● **Task item**: Please count the lines in this listing that include the string "Format", and give only the number.

● **Exercise material**:
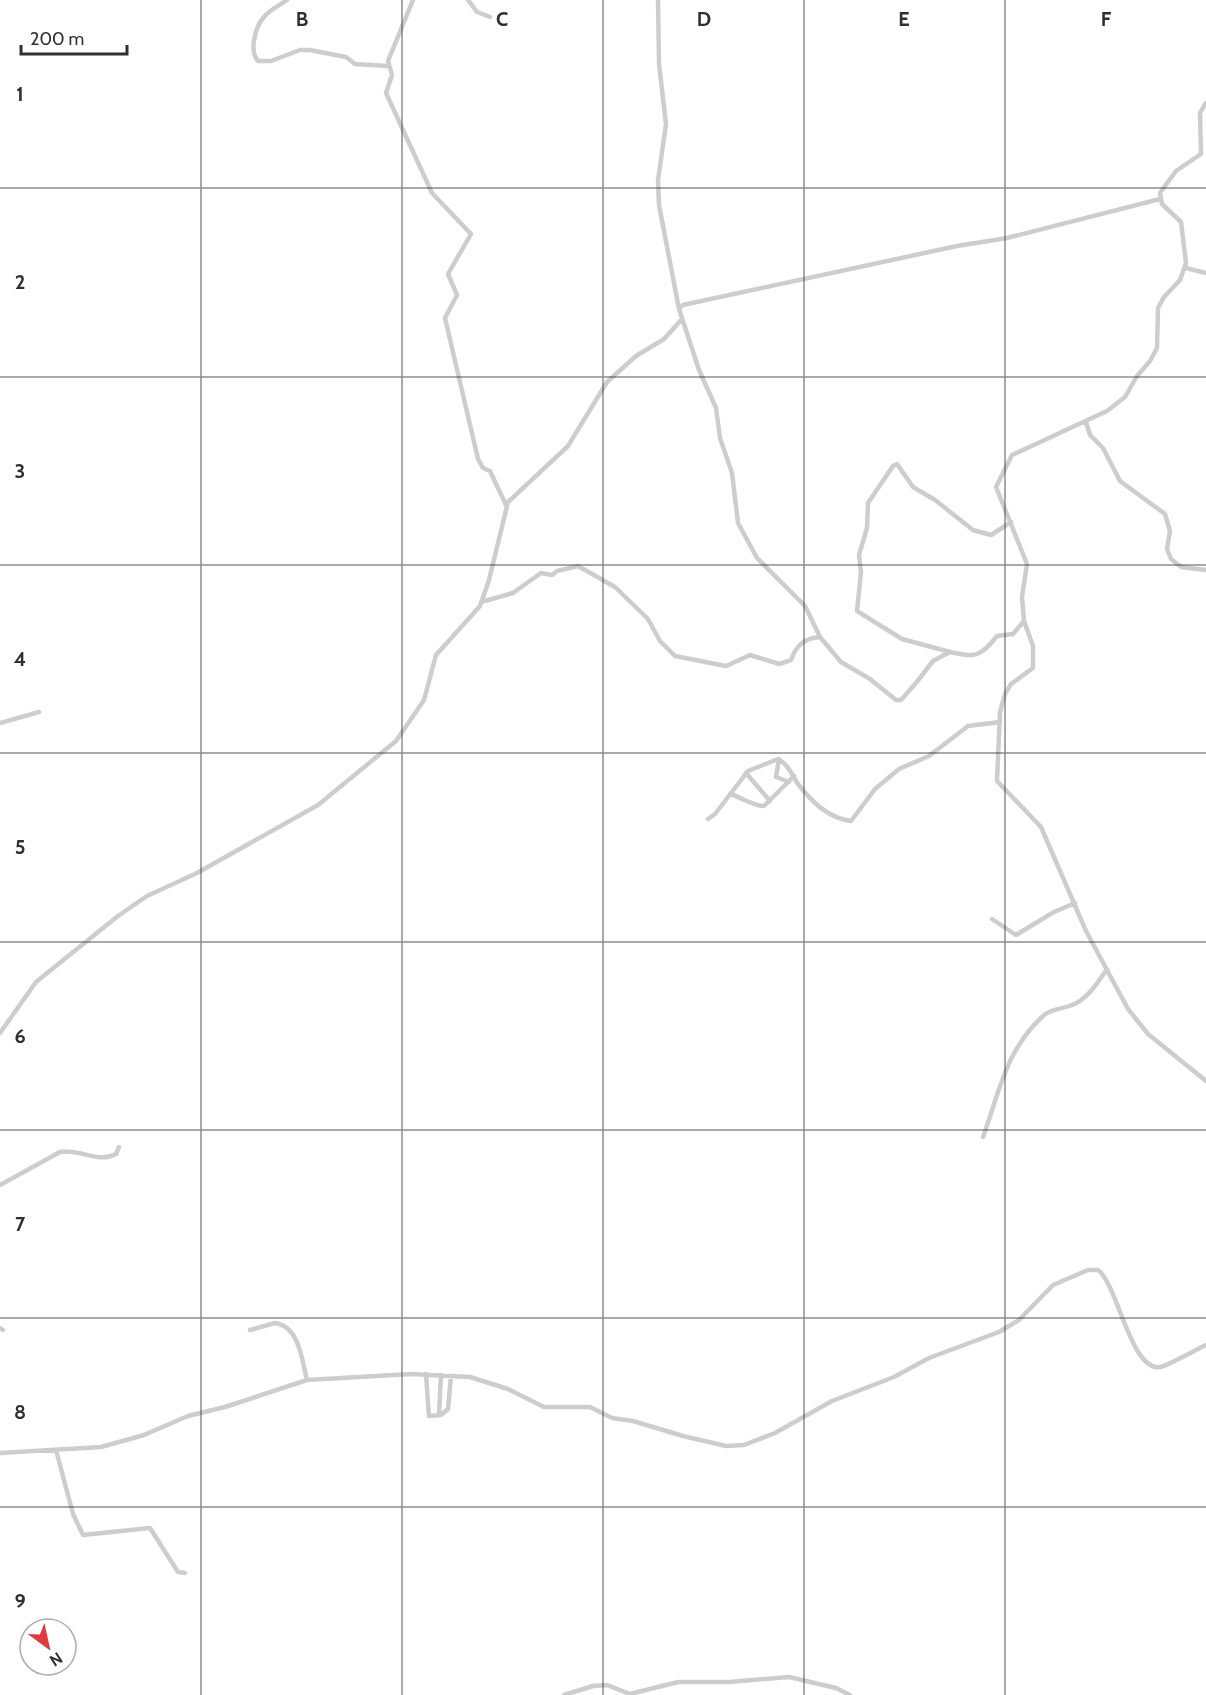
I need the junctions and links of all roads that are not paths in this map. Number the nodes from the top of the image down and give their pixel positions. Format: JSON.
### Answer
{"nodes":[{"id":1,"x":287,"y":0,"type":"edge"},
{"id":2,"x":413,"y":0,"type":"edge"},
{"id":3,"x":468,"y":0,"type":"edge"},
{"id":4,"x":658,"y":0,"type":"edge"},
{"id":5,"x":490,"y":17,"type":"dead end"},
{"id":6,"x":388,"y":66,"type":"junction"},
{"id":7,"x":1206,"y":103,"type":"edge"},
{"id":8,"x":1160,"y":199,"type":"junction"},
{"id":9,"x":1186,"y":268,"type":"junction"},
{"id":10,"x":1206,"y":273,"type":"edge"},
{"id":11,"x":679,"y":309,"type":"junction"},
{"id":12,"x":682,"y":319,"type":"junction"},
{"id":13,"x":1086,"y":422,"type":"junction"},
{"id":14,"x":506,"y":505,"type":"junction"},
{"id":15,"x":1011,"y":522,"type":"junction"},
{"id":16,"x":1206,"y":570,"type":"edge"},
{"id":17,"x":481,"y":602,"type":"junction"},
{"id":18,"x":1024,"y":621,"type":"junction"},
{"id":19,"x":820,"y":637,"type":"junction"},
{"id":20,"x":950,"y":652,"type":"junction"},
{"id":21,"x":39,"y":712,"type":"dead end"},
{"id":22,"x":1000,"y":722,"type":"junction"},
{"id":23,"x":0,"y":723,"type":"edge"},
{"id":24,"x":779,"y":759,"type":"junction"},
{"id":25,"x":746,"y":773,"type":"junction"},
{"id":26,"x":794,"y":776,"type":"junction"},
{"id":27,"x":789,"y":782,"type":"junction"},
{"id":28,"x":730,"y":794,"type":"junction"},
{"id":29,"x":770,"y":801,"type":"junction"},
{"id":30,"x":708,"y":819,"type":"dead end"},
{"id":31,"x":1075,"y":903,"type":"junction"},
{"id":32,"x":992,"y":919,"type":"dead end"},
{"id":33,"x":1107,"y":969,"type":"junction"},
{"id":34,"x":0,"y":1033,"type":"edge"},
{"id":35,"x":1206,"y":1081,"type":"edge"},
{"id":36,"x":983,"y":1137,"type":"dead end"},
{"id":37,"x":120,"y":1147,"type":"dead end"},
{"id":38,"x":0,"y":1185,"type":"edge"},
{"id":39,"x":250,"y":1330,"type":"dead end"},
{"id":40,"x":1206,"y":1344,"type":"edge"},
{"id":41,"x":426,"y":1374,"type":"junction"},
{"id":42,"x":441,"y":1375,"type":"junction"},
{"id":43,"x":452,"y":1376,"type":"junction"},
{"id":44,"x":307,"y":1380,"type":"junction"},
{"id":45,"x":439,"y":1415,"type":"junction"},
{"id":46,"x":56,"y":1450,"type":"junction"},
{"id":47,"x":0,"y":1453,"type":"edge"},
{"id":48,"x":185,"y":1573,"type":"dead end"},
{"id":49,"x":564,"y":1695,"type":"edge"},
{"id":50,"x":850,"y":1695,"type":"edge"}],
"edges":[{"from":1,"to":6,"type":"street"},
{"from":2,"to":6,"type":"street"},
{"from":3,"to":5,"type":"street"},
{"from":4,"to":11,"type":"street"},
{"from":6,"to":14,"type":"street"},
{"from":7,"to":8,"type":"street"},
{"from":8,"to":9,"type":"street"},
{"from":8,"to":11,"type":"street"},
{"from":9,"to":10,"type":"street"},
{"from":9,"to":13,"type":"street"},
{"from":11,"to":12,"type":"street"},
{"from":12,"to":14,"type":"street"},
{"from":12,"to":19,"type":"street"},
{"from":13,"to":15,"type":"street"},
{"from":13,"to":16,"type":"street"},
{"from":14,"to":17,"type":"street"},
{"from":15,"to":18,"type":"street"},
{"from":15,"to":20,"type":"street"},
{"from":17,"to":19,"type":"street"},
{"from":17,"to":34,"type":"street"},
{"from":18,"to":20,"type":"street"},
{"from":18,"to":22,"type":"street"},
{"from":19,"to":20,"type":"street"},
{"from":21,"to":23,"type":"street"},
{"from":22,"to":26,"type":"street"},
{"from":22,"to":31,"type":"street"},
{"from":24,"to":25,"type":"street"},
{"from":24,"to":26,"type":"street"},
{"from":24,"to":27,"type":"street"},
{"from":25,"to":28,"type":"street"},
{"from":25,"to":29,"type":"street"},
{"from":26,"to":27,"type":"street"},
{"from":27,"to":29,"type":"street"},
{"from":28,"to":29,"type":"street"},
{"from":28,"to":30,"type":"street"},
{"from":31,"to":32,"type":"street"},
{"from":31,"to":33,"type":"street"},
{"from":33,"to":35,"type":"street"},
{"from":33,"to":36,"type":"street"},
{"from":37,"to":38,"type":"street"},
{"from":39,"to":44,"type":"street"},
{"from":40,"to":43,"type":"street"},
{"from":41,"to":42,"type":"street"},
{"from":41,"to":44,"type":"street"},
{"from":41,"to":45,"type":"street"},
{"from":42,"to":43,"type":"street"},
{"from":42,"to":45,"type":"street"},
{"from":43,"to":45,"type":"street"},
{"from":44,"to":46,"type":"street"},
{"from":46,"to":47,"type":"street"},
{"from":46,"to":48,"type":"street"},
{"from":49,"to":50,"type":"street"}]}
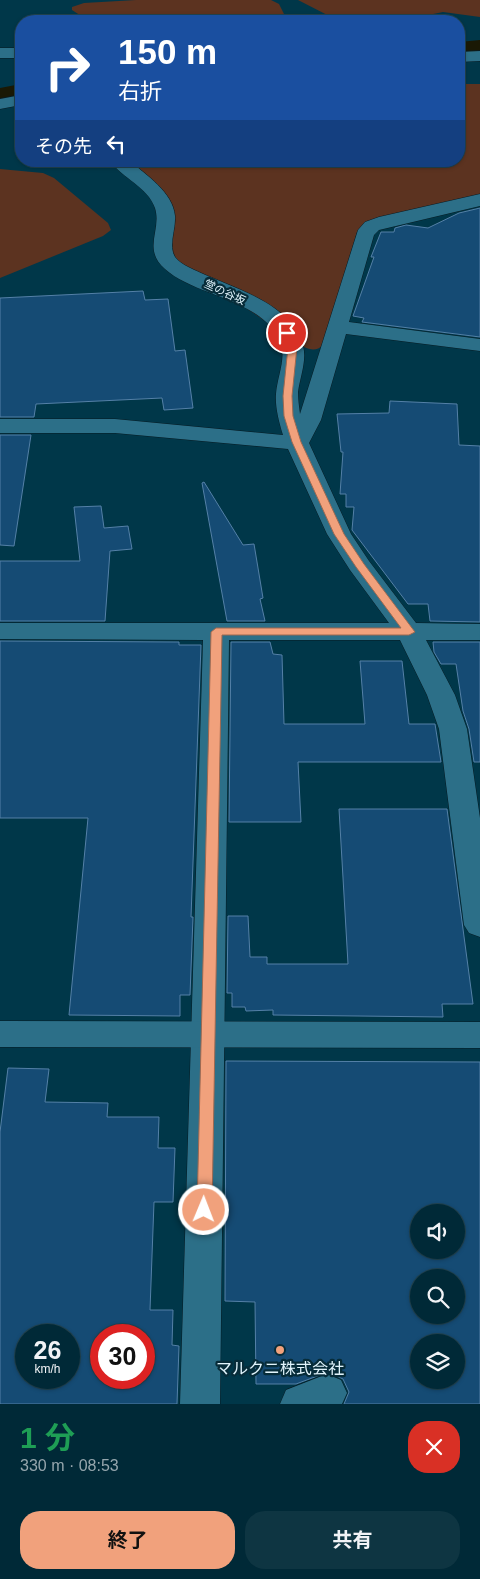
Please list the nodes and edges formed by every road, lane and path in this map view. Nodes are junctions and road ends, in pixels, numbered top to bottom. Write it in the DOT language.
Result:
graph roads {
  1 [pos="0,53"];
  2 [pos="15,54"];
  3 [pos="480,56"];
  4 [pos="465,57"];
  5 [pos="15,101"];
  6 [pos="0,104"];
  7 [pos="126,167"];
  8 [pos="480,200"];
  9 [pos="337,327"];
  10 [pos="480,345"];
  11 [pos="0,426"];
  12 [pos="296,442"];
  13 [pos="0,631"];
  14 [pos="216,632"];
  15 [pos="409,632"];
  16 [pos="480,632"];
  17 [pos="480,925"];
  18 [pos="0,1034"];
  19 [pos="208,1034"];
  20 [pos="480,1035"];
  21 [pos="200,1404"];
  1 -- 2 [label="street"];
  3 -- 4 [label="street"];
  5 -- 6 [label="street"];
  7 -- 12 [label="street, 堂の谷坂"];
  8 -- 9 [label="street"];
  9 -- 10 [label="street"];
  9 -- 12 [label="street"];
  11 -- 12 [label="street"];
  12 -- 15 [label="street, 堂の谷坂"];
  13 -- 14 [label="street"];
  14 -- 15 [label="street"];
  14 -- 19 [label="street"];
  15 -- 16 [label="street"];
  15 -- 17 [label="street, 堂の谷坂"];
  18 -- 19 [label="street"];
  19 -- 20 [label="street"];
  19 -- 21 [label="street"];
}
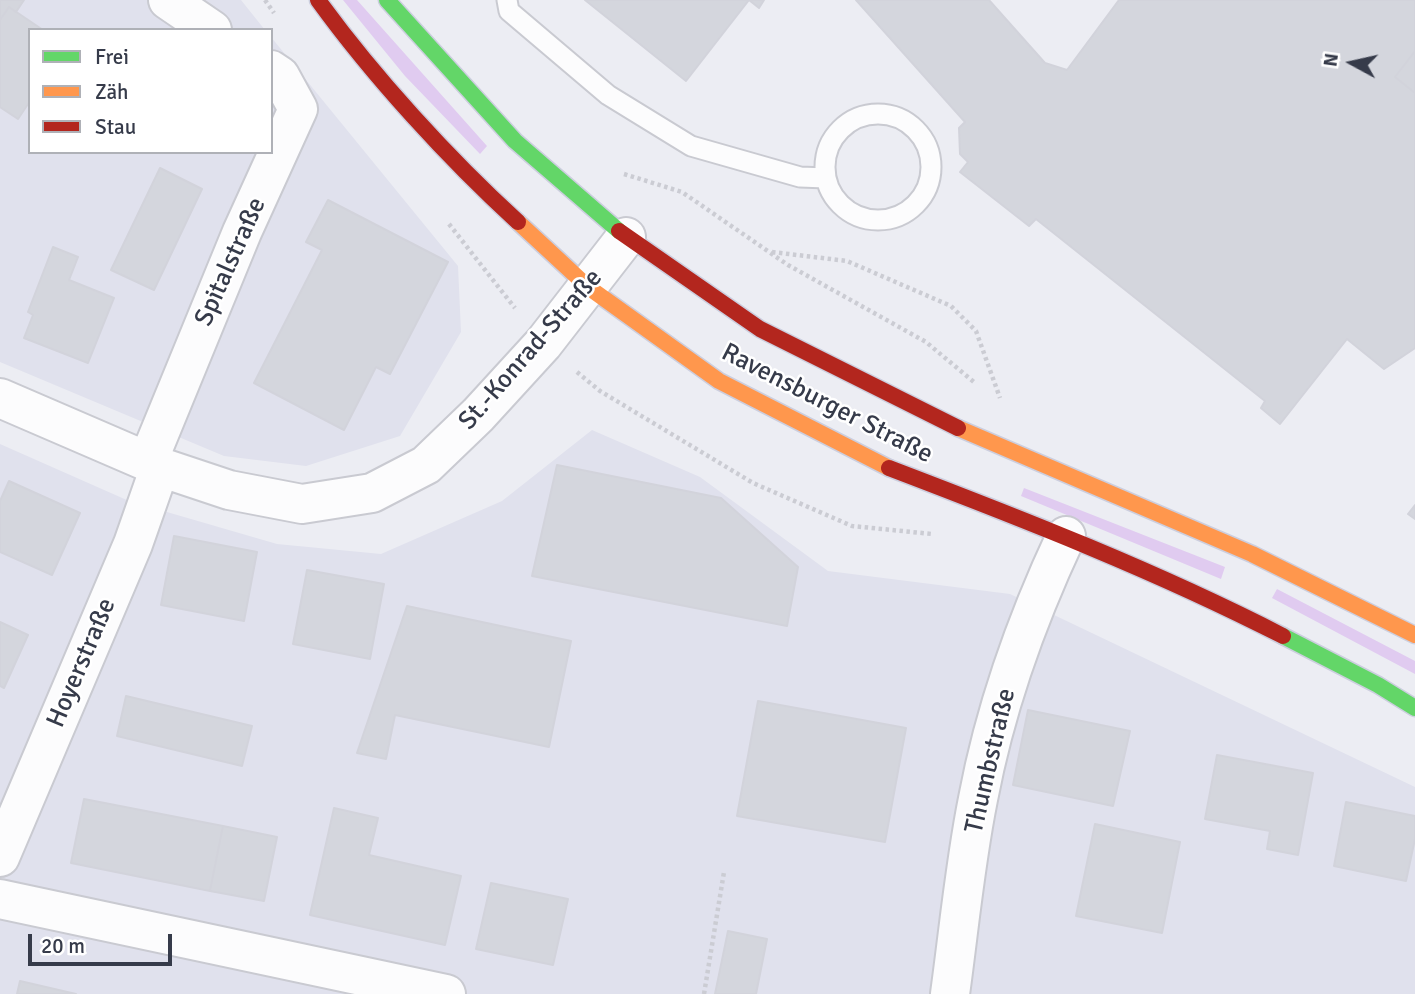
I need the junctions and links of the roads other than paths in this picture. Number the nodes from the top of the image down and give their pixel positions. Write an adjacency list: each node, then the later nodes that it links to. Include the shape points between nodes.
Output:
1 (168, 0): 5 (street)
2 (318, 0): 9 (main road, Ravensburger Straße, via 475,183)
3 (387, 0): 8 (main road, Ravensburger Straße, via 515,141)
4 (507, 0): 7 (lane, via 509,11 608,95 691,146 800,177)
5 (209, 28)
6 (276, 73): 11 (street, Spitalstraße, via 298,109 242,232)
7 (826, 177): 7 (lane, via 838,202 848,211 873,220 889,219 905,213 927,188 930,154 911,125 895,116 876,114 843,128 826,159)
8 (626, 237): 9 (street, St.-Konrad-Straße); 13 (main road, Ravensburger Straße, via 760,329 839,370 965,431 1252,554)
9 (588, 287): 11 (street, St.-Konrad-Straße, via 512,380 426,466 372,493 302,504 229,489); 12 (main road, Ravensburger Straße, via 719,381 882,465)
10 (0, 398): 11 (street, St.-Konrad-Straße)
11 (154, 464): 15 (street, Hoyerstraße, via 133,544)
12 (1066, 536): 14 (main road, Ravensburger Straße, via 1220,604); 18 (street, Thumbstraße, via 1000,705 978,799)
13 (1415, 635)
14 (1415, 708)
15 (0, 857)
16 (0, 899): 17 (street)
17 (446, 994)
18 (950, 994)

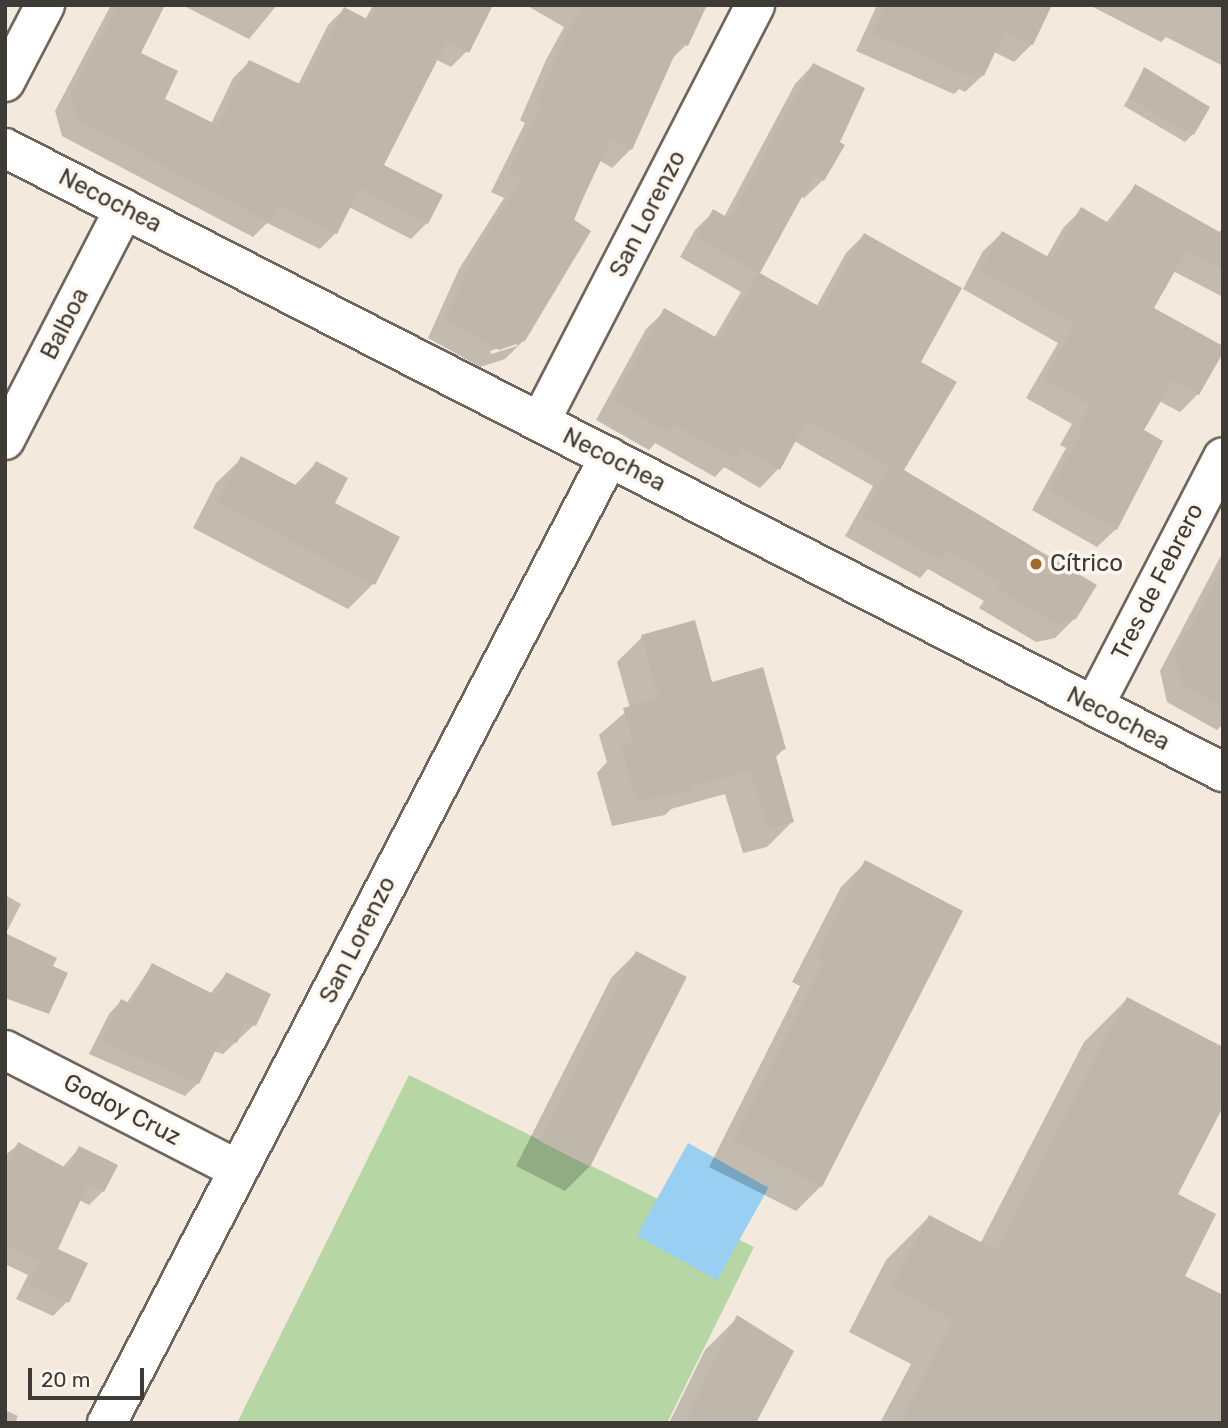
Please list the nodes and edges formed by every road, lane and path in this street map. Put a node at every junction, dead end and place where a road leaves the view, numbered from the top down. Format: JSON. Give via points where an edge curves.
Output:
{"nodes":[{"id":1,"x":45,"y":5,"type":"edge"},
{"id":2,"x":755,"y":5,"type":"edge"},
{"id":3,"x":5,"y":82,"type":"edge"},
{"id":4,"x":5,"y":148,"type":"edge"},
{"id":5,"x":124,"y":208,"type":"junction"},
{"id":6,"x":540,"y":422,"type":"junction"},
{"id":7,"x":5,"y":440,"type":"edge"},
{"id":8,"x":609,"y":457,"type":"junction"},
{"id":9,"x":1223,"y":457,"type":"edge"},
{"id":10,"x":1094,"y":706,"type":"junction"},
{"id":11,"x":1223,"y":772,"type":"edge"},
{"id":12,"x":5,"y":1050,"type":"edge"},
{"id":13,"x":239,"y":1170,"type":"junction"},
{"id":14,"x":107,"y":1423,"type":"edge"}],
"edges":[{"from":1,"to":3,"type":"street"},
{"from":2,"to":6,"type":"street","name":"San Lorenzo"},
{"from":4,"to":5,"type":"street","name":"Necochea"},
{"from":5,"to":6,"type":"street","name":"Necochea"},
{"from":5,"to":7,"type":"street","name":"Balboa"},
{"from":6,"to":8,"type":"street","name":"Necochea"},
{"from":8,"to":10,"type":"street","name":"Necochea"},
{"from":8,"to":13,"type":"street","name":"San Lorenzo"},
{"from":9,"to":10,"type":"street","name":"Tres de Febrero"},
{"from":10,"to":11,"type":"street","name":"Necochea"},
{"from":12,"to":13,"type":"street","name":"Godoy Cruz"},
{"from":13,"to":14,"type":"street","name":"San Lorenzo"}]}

● **Worked solution**: 2